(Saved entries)

== Segment start ==

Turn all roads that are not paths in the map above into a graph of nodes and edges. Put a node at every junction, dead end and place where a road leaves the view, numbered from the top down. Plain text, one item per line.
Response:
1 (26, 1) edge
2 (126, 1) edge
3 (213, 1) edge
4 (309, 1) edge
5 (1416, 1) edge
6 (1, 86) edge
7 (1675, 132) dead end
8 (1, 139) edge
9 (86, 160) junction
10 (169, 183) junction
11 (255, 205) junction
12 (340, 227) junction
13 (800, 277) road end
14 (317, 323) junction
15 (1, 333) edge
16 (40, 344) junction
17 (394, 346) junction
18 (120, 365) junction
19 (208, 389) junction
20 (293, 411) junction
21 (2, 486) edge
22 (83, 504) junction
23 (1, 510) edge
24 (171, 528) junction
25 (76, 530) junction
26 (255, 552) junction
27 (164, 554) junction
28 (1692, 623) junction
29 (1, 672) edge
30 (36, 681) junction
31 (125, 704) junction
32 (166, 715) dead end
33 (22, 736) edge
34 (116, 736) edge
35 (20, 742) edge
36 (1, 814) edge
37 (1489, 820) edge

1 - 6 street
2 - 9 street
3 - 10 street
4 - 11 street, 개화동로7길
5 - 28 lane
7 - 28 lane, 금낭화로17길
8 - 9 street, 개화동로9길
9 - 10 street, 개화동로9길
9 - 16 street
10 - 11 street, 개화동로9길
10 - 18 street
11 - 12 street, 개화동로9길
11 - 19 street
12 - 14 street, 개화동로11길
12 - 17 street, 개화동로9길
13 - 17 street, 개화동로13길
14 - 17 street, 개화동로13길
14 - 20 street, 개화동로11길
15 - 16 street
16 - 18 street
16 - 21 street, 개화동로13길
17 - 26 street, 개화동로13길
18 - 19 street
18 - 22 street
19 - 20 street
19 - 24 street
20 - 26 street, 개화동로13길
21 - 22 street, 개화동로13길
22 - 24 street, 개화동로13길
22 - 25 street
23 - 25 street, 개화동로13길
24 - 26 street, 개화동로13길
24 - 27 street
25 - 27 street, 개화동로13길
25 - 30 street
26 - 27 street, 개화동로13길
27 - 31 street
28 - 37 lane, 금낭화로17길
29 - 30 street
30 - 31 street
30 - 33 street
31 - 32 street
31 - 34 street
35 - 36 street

== Segment end ==

** AIM OF THE EXERCISE **
All entries are to be reproduced verbatim, with none omitted.

** OUTPUT OF THE EXERCISE **
Turn all roads that are not paths in the map above into a graph of nodes and edges. Put a node at every junction, dead end and place where a road leaves the view, numbered from the top down. Plain text, one item per line.
Response:
1 (26, 1) edge
2 (126, 1) edge
3 (213, 1) edge
4 (309, 1) edge
5 (1416, 1) edge
6 (1, 86) edge
7 (1675, 132) dead end
8 (1, 139) edge
9 (86, 160) junction
10 (169, 183) junction
11 (255, 205) junction
12 (340, 227) junction
13 (800, 277) road end
14 (317, 323) junction
15 (1, 333) edge
16 (40, 344) junction
17 (394, 346) junction
18 (120, 365) junction
19 (208, 389) junction
20 (293, 411) junction
21 (2, 486) edge
22 (83, 504) junction
23 (1, 510) edge
24 (171, 528) junction
25 (76, 530) junction
26 (255, 552) junction
27 (164, 554) junction
28 (1692, 623) junction
29 (1, 672) edge
30 (36, 681) junction
31 (125, 704) junction
32 (166, 715) dead end
33 (22, 736) edge
34 (116, 736) edge
35 (20, 742) edge
36 (1, 814) edge
37 (1489, 820) edge

1 - 6 street
2 - 9 street
3 - 10 street
4 - 11 street, 개화동로7길
5 - 28 lane
7 - 28 lane, 금낭화로17길
8 - 9 street, 개화동로9길
9 - 10 street, 개화동로9길
9 - 16 street
10 - 11 street, 개화동로9길
10 - 18 street
11 - 12 street, 개화동로9길
11 - 19 street
12 - 14 street, 개화동로11길
12 - 17 street, 개화동로9길
13 - 17 street, 개화동로13길
14 - 17 street, 개화동로13길
14 - 20 street, 개화동로11길
15 - 16 street
16 - 18 street
16 - 21 street, 개화동로13길
17 - 26 street, 개화동로13길
18 - 19 street
18 - 22 street
19 - 20 street
19 - 24 street
20 - 26 street, 개화동로13길
21 - 22 street, 개화동로13길
22 - 24 street, 개화동로13길
22 - 25 street
23 - 25 street, 개화동로13길
24 - 26 street, 개화동로13길
24 - 27 street
25 - 27 street, 개화동로13길
25 - 30 street
26 - 27 street, 개화동로13길
27 - 31 street
28 - 37 lane, 금낭화로17길
29 - 30 street
30 - 31 street
30 - 33 street
31 - 32 street
31 - 34 street
35 - 36 street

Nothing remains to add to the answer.